Istituto Italo-Latino Americano, Roma

Le mille e una notte a Baghdad. Visioni notturne, vincolate alle notti del racconto, orizzontali e strette come la visione che si puo' avere dall'interno di un carro armato, simili a un negativo cinematografico poiche' documentano una storia inqualificabile: il deserto millenario che esplode in mille pezzi e poi torna a rigenerarsi.


comunicato stampa

Le mille e una notte

C’è, nei racconti di Le mille e una notte, una fonte inesauribile di poesia e bellezza. L’incantevole Shahrazad, in combutta con la sorella Doniazad, inventa racconti e racconti per distrarre lo sposo, il re Shahryar, quel “re tra i re di Sasan, nelle isole dell’India e della Cina” che faceva sgozzare tutte le sue giovani spose la mattina successiva all’unica notte che trascorreva con loro. Mantenendo desta la curiosità del terribile sposo con la suspense dei suoi racconti, il cui finale rimanda da una notte all’altra fino alle mille e una, Shahrazad riesce a spostare nel tempo la morte che il re ha decretato come vendetta per l’infedeltà di una sposa precedente, a liberarsi dalla sentenza e salvare per sempre le altre figlie dei musulmani.
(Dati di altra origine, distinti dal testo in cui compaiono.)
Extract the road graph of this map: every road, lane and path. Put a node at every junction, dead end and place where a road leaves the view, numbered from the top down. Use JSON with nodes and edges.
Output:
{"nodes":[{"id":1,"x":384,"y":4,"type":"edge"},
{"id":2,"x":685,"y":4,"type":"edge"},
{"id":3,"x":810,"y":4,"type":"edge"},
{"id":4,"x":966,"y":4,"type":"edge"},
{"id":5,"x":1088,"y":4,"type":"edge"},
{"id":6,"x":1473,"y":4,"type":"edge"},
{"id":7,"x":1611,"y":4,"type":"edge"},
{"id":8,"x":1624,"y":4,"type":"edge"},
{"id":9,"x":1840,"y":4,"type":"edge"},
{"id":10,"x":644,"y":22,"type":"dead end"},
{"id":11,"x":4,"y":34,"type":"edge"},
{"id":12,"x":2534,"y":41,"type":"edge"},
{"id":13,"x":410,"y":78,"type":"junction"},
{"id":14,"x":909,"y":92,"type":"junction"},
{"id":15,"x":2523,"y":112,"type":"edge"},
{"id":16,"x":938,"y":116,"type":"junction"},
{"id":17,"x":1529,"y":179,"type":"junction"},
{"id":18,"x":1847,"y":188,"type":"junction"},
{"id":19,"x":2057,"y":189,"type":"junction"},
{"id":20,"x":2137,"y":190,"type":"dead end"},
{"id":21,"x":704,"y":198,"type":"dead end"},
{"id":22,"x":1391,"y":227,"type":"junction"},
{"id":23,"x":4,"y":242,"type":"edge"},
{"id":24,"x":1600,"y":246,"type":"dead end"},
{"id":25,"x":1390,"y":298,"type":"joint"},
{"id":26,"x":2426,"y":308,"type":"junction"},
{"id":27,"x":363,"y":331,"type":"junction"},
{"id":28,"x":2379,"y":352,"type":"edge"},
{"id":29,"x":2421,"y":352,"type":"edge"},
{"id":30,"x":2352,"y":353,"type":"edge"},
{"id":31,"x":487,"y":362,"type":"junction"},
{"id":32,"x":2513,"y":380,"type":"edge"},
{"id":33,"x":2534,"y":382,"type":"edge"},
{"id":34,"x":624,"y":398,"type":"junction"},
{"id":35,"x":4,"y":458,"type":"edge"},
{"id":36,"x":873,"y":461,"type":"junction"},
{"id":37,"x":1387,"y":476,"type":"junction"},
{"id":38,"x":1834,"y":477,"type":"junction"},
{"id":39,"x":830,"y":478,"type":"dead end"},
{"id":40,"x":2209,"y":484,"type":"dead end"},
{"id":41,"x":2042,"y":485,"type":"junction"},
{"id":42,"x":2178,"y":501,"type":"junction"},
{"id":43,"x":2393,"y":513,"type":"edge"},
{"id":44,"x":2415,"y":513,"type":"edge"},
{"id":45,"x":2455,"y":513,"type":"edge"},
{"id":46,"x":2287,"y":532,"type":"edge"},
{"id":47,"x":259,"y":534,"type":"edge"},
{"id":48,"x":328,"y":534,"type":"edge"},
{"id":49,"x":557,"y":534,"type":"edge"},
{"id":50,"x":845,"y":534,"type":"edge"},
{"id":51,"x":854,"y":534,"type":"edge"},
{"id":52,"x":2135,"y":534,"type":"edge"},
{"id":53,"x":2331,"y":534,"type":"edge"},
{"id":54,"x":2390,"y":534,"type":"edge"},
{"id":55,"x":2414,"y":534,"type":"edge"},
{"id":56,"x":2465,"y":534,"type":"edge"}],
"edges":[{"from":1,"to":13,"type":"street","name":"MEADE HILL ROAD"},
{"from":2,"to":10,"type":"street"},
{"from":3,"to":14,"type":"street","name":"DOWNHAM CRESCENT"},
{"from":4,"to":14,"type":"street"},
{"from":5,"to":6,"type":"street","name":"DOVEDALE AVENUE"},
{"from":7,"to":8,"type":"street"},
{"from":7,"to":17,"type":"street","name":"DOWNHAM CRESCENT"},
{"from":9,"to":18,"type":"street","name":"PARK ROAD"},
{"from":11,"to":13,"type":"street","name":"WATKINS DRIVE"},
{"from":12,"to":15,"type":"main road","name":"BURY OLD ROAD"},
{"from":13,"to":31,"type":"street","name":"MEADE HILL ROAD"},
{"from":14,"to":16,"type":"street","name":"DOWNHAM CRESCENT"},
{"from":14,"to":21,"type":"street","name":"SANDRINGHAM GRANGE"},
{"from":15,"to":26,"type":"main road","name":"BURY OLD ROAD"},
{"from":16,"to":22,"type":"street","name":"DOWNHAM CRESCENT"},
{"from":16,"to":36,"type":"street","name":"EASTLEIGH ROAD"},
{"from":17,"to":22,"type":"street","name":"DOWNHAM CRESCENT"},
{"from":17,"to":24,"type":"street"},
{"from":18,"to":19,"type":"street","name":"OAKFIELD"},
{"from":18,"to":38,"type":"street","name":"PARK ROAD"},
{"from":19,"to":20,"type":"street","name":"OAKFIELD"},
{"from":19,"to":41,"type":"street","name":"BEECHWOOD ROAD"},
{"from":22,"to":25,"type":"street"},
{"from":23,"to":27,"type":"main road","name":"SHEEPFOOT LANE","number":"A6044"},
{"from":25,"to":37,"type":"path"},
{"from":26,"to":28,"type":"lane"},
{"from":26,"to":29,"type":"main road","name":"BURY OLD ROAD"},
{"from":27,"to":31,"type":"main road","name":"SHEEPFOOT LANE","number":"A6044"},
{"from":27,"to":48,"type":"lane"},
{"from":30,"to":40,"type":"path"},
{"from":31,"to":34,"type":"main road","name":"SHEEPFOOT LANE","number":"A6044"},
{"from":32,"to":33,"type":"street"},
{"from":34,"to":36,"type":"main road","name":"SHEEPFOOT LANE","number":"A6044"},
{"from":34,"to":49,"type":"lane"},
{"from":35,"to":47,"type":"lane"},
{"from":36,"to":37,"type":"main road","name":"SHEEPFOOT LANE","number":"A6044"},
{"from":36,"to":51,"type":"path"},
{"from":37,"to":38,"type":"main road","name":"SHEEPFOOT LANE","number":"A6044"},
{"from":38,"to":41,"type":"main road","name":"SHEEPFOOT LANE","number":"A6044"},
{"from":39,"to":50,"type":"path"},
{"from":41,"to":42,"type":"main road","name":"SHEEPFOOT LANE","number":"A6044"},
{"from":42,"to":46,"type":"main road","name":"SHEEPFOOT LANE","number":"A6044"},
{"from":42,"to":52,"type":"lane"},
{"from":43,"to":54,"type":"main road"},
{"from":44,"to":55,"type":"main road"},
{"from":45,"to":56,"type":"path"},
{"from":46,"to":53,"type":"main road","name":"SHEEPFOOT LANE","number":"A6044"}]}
Sono settantatre titoli generali che, in alcuni casi, si ramificano in dieci e più racconti, arrivando forse al mezzo migliaio di narrazioni. Tra di esse ci sono le storie di Aladino, Ali Baba, Sindbad, Gli incontri di Harun al Rashid sul ponte di Baghdad, Gli aneddoti morali del giardino incantato, e tante altre nelle quali troviamo l’opulenta ricchezza descrittiva della letteratura orientale.

Il rapporto con libri e scritti, con la letteratura di Jorge Luis Borges (Los dos reyes y lo dos laberintos o El libro de arena) o con simbologie mitiche e teologiche nei volumi arrotolati delle serie Ignis o Verbum, è un leitmotiv nell’opera di Bedel.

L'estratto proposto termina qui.